Ci sarebbe bisogno di un nuovo Achille Campanile. Molto bisogno, a dire il vero. La letteratura vive una stagione non proprio di fiacca quanto di crisi esistenziale. Tanto che il modello vincente – in questo momento – pare essere l’autofiction (vedi solo per fare un esempio su tutti l’ultimo vincitore del Premio Strega Francesco Piccolo). In un momento simile bisognerebbe tornare almeno a sorridere (se non a ridere di gusto) attraverso le parole. Quindi avremmo tutti bisogno dell’aiuto di Ennio Flaiano, del già citato Campanile oppure di penne professionali ma non tanto ambiziose (o meglio presuntuose) come Guido da Verona.
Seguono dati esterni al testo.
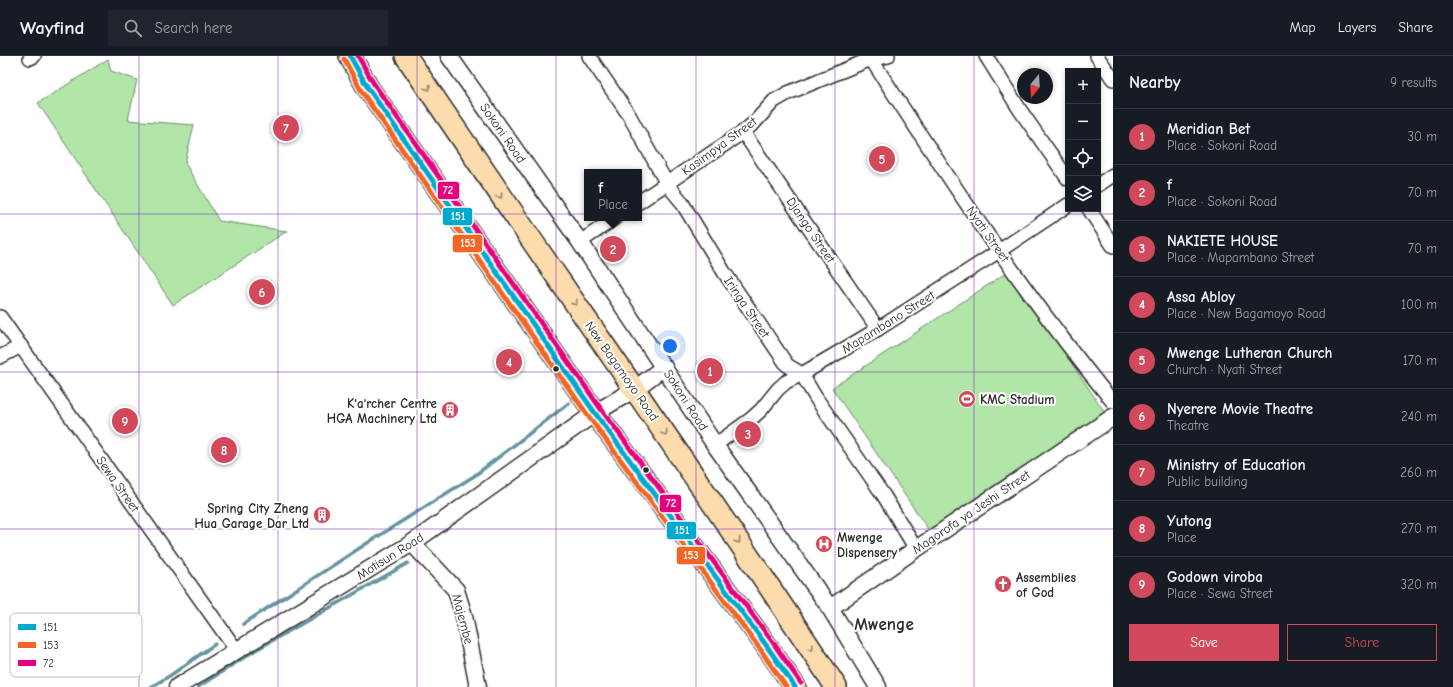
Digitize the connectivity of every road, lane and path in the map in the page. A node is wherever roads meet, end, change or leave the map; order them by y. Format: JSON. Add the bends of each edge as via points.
{"nodes":[{"id":1,"x":350,"y":56,"type":"edge"},
{"id":2,"x":406,"y":56,"type":"edge"},
{"id":3,"x":449,"y":56,"type":"edge"},
{"id":4,"x":589,"y":56,"type":"edge"},
{"id":5,"x":888,"y":56,"type":"edge"},
{"id":6,"x":986,"y":56,"type":"edge"},
{"id":7,"x":1097,"y":56,"type":"edge"},
{"id":8,"x":870,"y":59,"type":"junction"},
{"id":9,"x":850,"y":61,"type":"edge"},
{"id":10,"x":1113,"y":79,"type":"edge"},
{"id":11,"x":743,"y":132,"type":"junction"},
{"id":12,"x":1113,"y":174,"type":"edge"},
{"id":13,"x":1066,"y":176,"type":"edge"},
{"id":14,"x":1101,"y":183,"type":"edge"},
{"id":15,"x":667,"y":184,"type":"junction"},
{"id":16,"x":642,"y":200,"type":"edge"},
{"id":17,"x":1065,"y":207,"type":"edge"},
{"id":18,"x":1091,"y":212,"type":"edge"},
{"id":19,"x":611,"y":221,"type":"edge"},
{"id":20,"x":580,"y":242,"type":"junction"},
{"id":21,"x":1113,"y":246,"type":"edge"},
{"id":22,"x":1000,"y":251,"type":"junction"},
{"id":23,"x":0,"y":317,"type":"edge"},
{"id":24,"x":878,"y":329,"type":"junction"},
{"id":25,"x":21,"y":346,"type":"junction"},
{"id":26,"x":0,"y":357,"type":"edge"},
{"id":27,"x":664,"y":367,"type":"junction"},
{"id":28,"x":802,"y":374,"type":"junction"},
{"id":29,"x":635,"y":389,"type":"junction"},
{"id":30,"x":1113,"y":402,"type":"edge"},
{"id":31,"x":595,"y":413,"type":"junction"},
{"id":32,"x":1113,"y":417,"type":"edge"},
{"id":33,"x":715,"y":445,"type":"junction"},
{"id":34,"x":412,"y":543,"type":"junction"},
{"id":35,"x":916,"y":549,"type":"junction"},
{"id":36,"x":830,"y":608,"type":"junction"},
{"id":37,"x":237,"y":651,"type":"junction"},
{"id":38,"x":177,"y":687,"type":"edge"},
{"id":39,"x":478,"y":687,"type":"edge"},
{"id":40,"x":795,"y":687,"type":"edge"},
{"id":41,"x":836,"y":687,"type":"edge"},
{"id":42,"x":878,"y":687,"type":"edge"}],
"edges":[{"from":1,"to":31,"type":"highway","via":[[368,88]]},
{"from":2,"to":29,"type":"highway","name":"New Bagamoyo Road","one_way":true},
{"from":3,"to":20,"type":"street","name":"Sokoni Road"},
{"from":4,"to":15,"type":"street","name":"Iringa Street","via":[[629,115]]},
{"from":5,"to":8,"type":"street","name":"Kasimpya Street"},
{"from":6,"to":13,"type":"street"},
{"from":7,"to":10,"type":"street"},
{"from":8,"to":9,"type":"street","name":"Kasimpya Street"},
{"from":8,"to":22,"type":"street","name":"Nyati Street","via":[[931,153]]},
{"from":9,"to":11,"type":"street","name":"Kasimpya Street","via":[[774,102]]},
{"from":11,"to":15,"type":"street","name":"Kasimpya Street"},
{"from":11,"to":24,"type":"street","name":"Django Street"},
{"from":12,"to":14,"type":"street"},
{"from":15,"to":16,"type":"street","name":"Kasimpya Street"},
{"from":15,"to":28,"type":"street","name":"Iringa Street","via":[[681,201],[724,272],[787,365]]},
{"from":17,"to":22,"type":"street","name":"Mapambano Street"},
{"from":18,"to":21,"type":"street"},
{"from":19,"to":20,"type":"street"},
{"from":20,"to":27,"type":"street","name":"Sokoni Road"},
{"from":22,"to":24,"type":"street","name":"Mapambano Street"},
{"from":22,"to":30,"type":"street","name":"Nyati Street"},
{"from":23,"to":25,"type":"street","name":"Sewa Street"},
{"from":24,"to":28,"type":"street","name":"Mapambano Street"},
{"from":25,"to":26,"type":"street"},
{"from":25,"to":37,"type":"street","name":"Sewa Street"},
{"from":27,"to":29,"type":"street","name":"Motisun Road"},
{"from":27,"to":33,"type":"street","name":"Sokoni Road"},
{"from":28,"to":33,"type":"street","name":"Mapambano Street","via":[[782,385],[751,420]]},
{"from":28,"to":35,"type":"street","name":"Iringa Street","via":[[884,496]]},
{"from":29,"to":31,"type":"street","name":"Motisun Road"},
{"from":29,"to":41,"type":"highway","name":"New Bagamoyo Road","one_way":true},
{"from":31,"to":34,"type":"street","name":"Motisun Road"},
{"from":31,"to":40,"type":"highway"},
{"from":32,"to":35,"type":"street","name":"Magorofa ya Jeshi Street"},
{"from":33,"to":36,"type":"street","name":"Sokoni Road"},
{"from":34,"to":37,"type":"street","name":"Motisun Road"},
{"from":34,"to":39,"type":"street","name":"Majembe","via":[[456,590],[464,616]]},
{"from":35,"to":36,"type":"street","name":"Magorofa ya Jeshi Street"},
{"from":36,"to":42,"type":"street","name":"Sokoni Road"},
{"from":37,"to":38,"type":"street","name":"Motisun Road"}]}
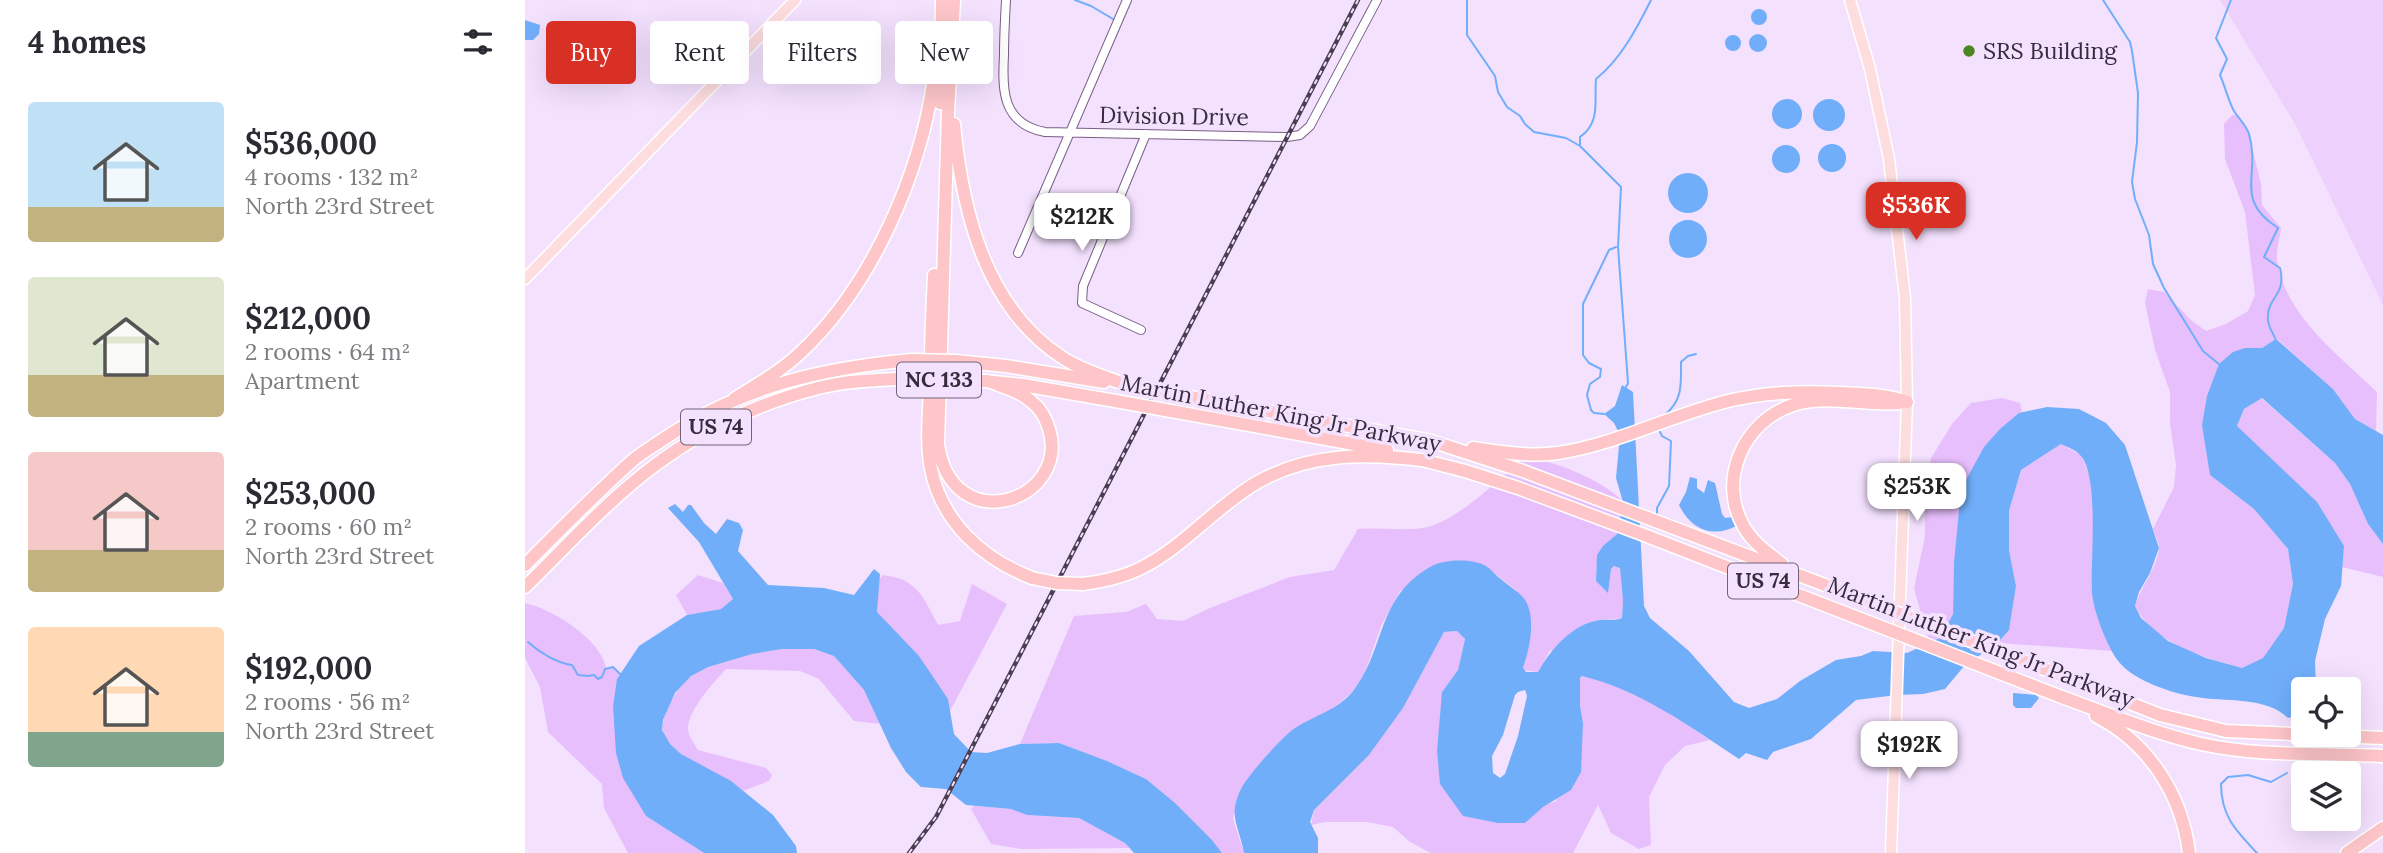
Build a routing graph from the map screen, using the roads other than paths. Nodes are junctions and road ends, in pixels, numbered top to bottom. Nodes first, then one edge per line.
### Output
1 (795, 0) edge
2 (1006, 0) edge
3 (1127, 0) edge
4 (1377, 0) edge
5 (1850, 0) edge
6 (946, 1) edge
7 (949, 21) edge
8 (950, 84) edge
9 (953, 84) edge
10 (1069, 132) junction
11 (1146, 134) junction
12 (1018, 253) dead end
13 (525, 279) edge
14 (1141, 330) dead end
15 (988, 381) junction
16 (1132, 387) junction
17 (734, 399) junction
18 (1907, 402) junction
19 (1471, 451) junction
20 (1428, 461) junction
21 (525, 565) edge
22 (1795, 574) junction
23 (525, 587) edge
24 (2059, 696) junction
25 (2383, 738) edge
26 (2383, 756) edge
27 (2383, 828) edge
28 (1891, 853) edge
29 (2189, 853) edge
30 (2347, 853) edge

1 - 13 main road
2 - 10 street, Division Drive
3 - 10 street
4 - 11 street, Division Drive
5 - 18 main road
6 - 7 highway, NC 133
6 - 17 highway
6 - 20 highway, bridge
8 - 15 highway, NC 133
9 - 16 highway
10 - 11 street, Division Drive
10 - 12 street
11 - 14 street
15 - 20 highway, Martin Luther King Jr Parkway / US 74, bridge
15 - 23 highway, Martin Luther King Jr Parkway / US 74, bridge
16 - 17 highway, Martin Luther King Jr Parkway / US 74, bridge
16 - 19 highway, Martin Luther King Jr Parkway / US 74, bridge
17 - 21 highway, Martin Luther King Jr Parkway / US 74
18 - 19 highway
18 - 22 highway
18 - 28 main road
19 - 22 highway, Martin Luther King Jr Parkway / US 74
20 - 24 highway, Martin Luther King Jr Parkway / US 74, bridge
22 - 25 highway, Martin Luther King Jr Parkway / US 74, bridge
24 - 26 highway, Martin Luther King Jr Parkway / US 74
24 - 29 highway
27 - 30 highway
Insomma avremmo bisogno di un nuovo Wodehouse “in salsa italiana”.  Il condizionale in questo caso non è d’obbligo, ma superfluo. Infatti un novello Wodehouse ce l’abbiamo. Si chiama Francesco di nome e Muzzopappa di cognome. E’ giovane. E’ meridionale, ma trapiantato a Milano. E fa il lavoro più trandy del momento: il pubblicitario. Ma soprattutto è un bravo scrittore. Che sa confezionare con sapienza, intelligenza e buon gusto delle simpatiche commedie letterarie. Dopo il successo ottenuto con Una posizione scomoda (Fazi, 2012) torna ora in libreria con Affari di famiglia (stesso editore).

Una commedia leggera ed elegante che nulla ha da invidiare alla sterminata produzione del già citato Wodehouse. Dopo le disavventure di uno sceneggiatore di film porno (Una passione scomoda), ora Muzzopappa ci fa conoscere la storia di una contessa torinese, del suo figlio inetto, di una zitella diabolica, di una arrampicatrice sociale, di una Torino molto vicina alle atmosfere di Fruttero e Lucentini e di una crisi economica che non risparmia nessuno e che mette a dura prova anche l’etichetta e il bon ton.

Va da sé che il libro è assolutamente consigliabile. Ma non è alla recensione del libro che dedichiamo questo post, bensì a porre l’attenzione sull’appendice che Muzzopappa sente la necessità di aggiungere al testo. In tre paginette l’autore passa in rassegna una sorta di esercito del buonumore: penne raffinate e famose che hanno aiutato il Nostro a formarsi un gusto e a sviluppare il suo personalissimo estro. Muzzopappa è anche un cultore raffinato della letteratura inglese e offre al lettore del suo secondo romanzo una sorta di mappa di riferimento. I nomi che contano (con relativi titoli) ci sono tutti (o quasi). Da Waugh a Marcello Marchesi, da Laurence Sterne a Samuel Beckett. Passando ovviamente per i già citati Wodehouse, Campanile e Flaiano. La lettura di queste tre paginette è illuminante e frustrante a un tempo. Wodehouse non avrebbe avuto bisogno di porre in appendice  ai suoi straordinari (ma leggerissimi) romanzi un excursus storico-letterario che giustificasse la sua scelta del genere umoristico. Stesso discorso per Chesterton e Waugh.  Da noi, invece, il genere in questione genera più di qualche sospetto nei media, nei critici e nei lettori di professione. Un gran peccato. Soprattutto per loro. Non sanno cosa si stanno perdendo.